Records from a collection:
- - -

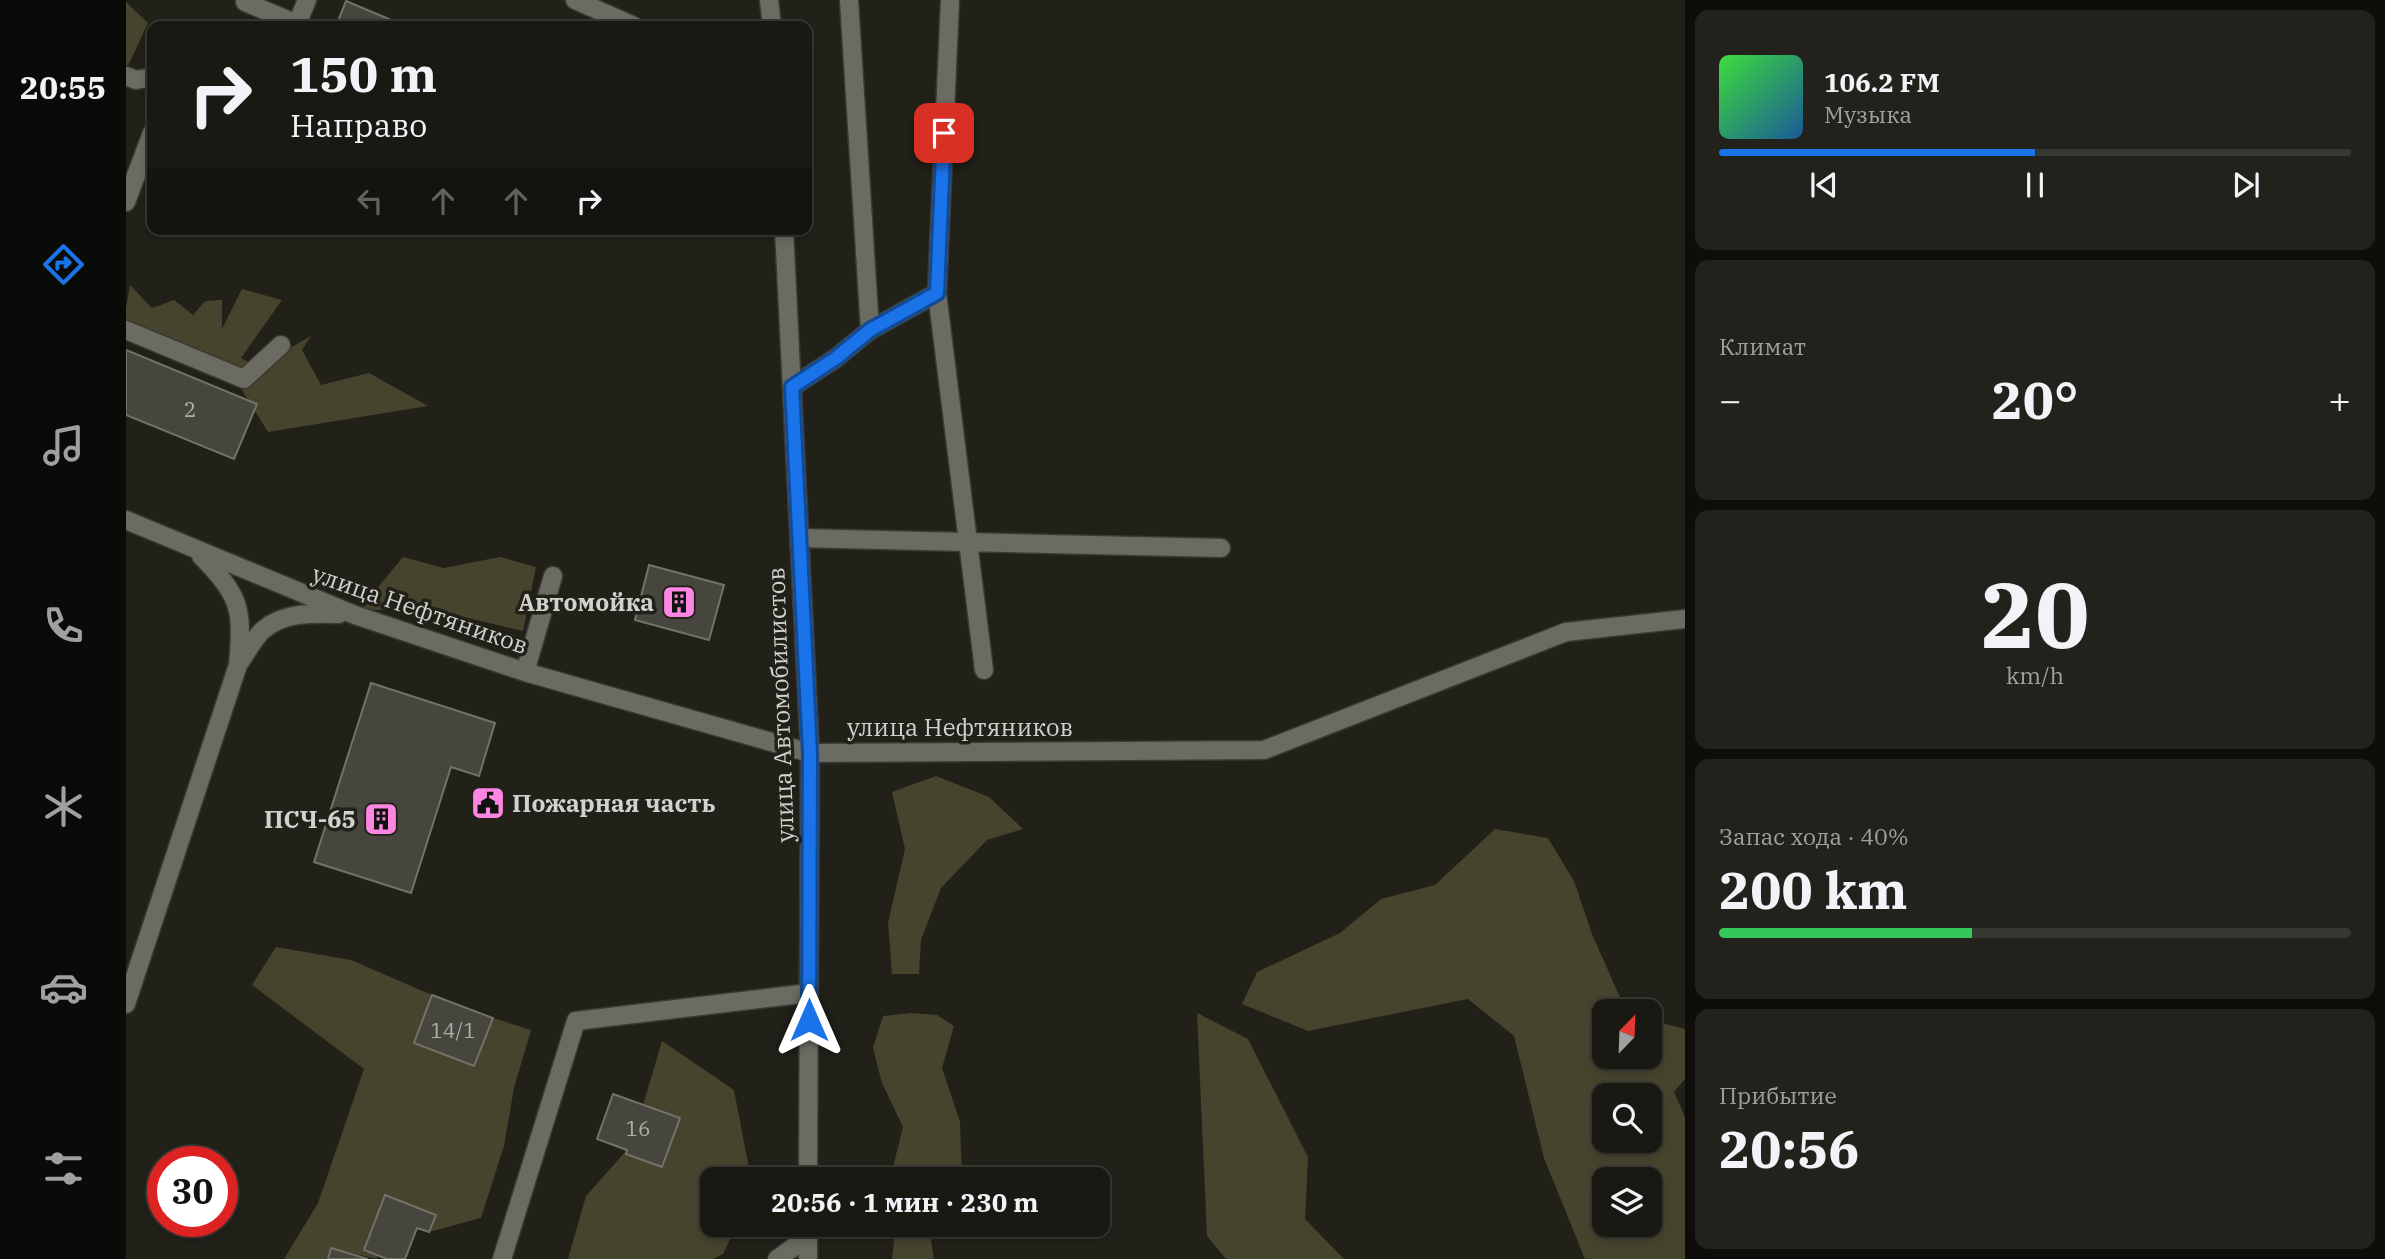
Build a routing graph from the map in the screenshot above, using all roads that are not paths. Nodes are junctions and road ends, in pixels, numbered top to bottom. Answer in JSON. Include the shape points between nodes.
{"nodes":[{"id":1,"x":246,"y":0,"type":"edge"},
{"id":2,"x":307,"y":0,"type":"edge"},
{"id":3,"x":575,"y":0,"type":"edge"},
{"id":4,"x":769,"y":0,"type":"edge"},
{"id":5,"x":849,"y":0,"type":"edge"},
{"id":6,"x":950,"y":0,"type":"edge"},
{"id":7,"x":291,"y":21,"type":"edge"},
{"id":8,"x":298,"y":21,"type":"edge"},
{"id":9,"x":623,"y":21,"type":"edge"},
{"id":10,"x":771,"y":21,"type":"edge"},
{"id":11,"x":126,"y":76,"type":"edge"},
{"id":12,"x":147,"y":78,"type":"edge"},
{"id":13,"x":147,"y":146,"type":"edge"},
{"id":14,"x":126,"y":202,"type":"edge"},
{"id":15,"x":784,"y":235,"type":"edge"},
{"id":16,"x":937,"y":293,"type":"junction"},
{"id":17,"x":126,"y":330,"type":"edge"},
{"id":18,"x":870,"y":330,"type":"junction"},
{"id":19,"x":281,"y":345,"type":"dead end"},
{"id":20,"x":792,"y":387,"type":"junction"},
{"id":21,"x":126,"y":520,"type":"edge"},
{"id":22,"x":799,"y":538,"type":"junction"},
{"id":23,"x":968,"y":542,"type":"junction"},
{"id":24,"x":1221,"y":548,"type":"dead end"},
{"id":25,"x":196,"y":551,"type":"junction"},
{"id":26,"x":553,"y":576,"type":"dead end"},
{"id":27,"x":355,"y":615,"type":"junction"},
{"id":28,"x":1685,"y":619,"type":"edge"},
{"id":29,"x":238,"y":665,"type":"junction"},
{"id":30,"x":984,"y":670,"type":"dead end"},
{"id":31,"x":525,"y":672,"type":"junction"},
{"id":32,"x":810,"y":753,"type":"junction"},
{"id":33,"x":132,"y":966,"type":"edge"},
{"id":34,"x":809,"y":993,"type":"junction"},
{"id":35,"x":126,"y":1004,"type":"edge"},
{"id":36,"x":808,"y":1167,"type":"edge"},
{"id":37,"x":801,"y":1237,"type":"edge"},
{"id":38,"x":808,"y":1237,"type":"edge"},
{"id":39,"x":502,"y":1259,"type":"edge"},
{"id":40,"x":777,"y":1259,"type":"edge"},
{"id":41,"x":808,"y":1259,"type":"edge"}],
"edges":[{"from":1,"to":7,"type":"street"},
{"from":2,"to":8,"type":"street"},
{"from":3,"to":9,"type":"street"},
{"from":4,"to":10,"type":"street"},
{"from":5,"to":18,"type":"street"},
{"from":6,"to":16,"type":"street"},
{"from":11,"to":12,"type":"street"},
{"from":13,"to":14,"type":"street"},
{"from":15,"to":20,"type":"street","name":"улица Автомобилистов"},
{"from":16,"to":18,"type":"street"},
{"from":16,"to":23,"type":"street"},
{"from":17,"to":19,"type":"street","via":[[244,379]]},
{"from":18,"to":20,"type":"street"},
{"from":20,"to":22,"type":"street","name":"улица Автомобилистов"},
{"from":21,"to":25,"type":"street","name":"улица Нефтяников"},
{"from":22,"to":23,"type":"street"},
{"from":22,"to":32,"type":"street","name":"улица Автомобилистов"},
{"from":23,"to":24,"type":"street"},
{"from":23,"to":30,"type":"street"},
{"from":25,"to":27,"type":"street","name":"улица Нефтяников"},
{"from":25,"to":29,"type":"street","via":[[222,578],[238,604],[242,623]]},
{"from":26,"to":31,"type":"street"},
{"from":27,"to":29,"type":"street","via":[[310,613],[280,620],[262,630]]},
{"from":27,"to":31,"type":"street","name":"улица Нефтяников"},
{"from":28,"to":32,"type":"street","name":"улица Нефтяников","via":[[1566,632],[1264,750]]},
{"from":29,"to":33,"type":"street"},
{"from":31,"to":32,"type":"street","name":"улица Нефтяников"},
{"from":32,"to":34,"type":"street","name":"улица Автомобилистов"},
{"from":33,"to":35,"type":"street"},
{"from":34,"to":36,"type":"street","name":"улица Автомобилистов"},
{"from":34,"to":39,"type":"street","via":[[576,1021]]},
{"from":37,"to":40,"type":"street"},
{"from":38,"to":41,"type":"street"}]}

- - -

• [Requirement]:
All lines of the records containing "Автомобилистов" should be shown.

• [Written reply]:
{"from":15,"to":20,"type":"street","name":"улица Автомобилистов"},
{"from":20,"to":22,"type":"street","name":"улица Автомобилистов"},
{"from":22,"to":32,"type":"street","name":"улица Автомобилистов"},
{"from":32,"to":34,"type":"street","name":"улица Автомобилистов"},
{"from":34,"to":36,"type":"street","name":"улица Автомобилистов"},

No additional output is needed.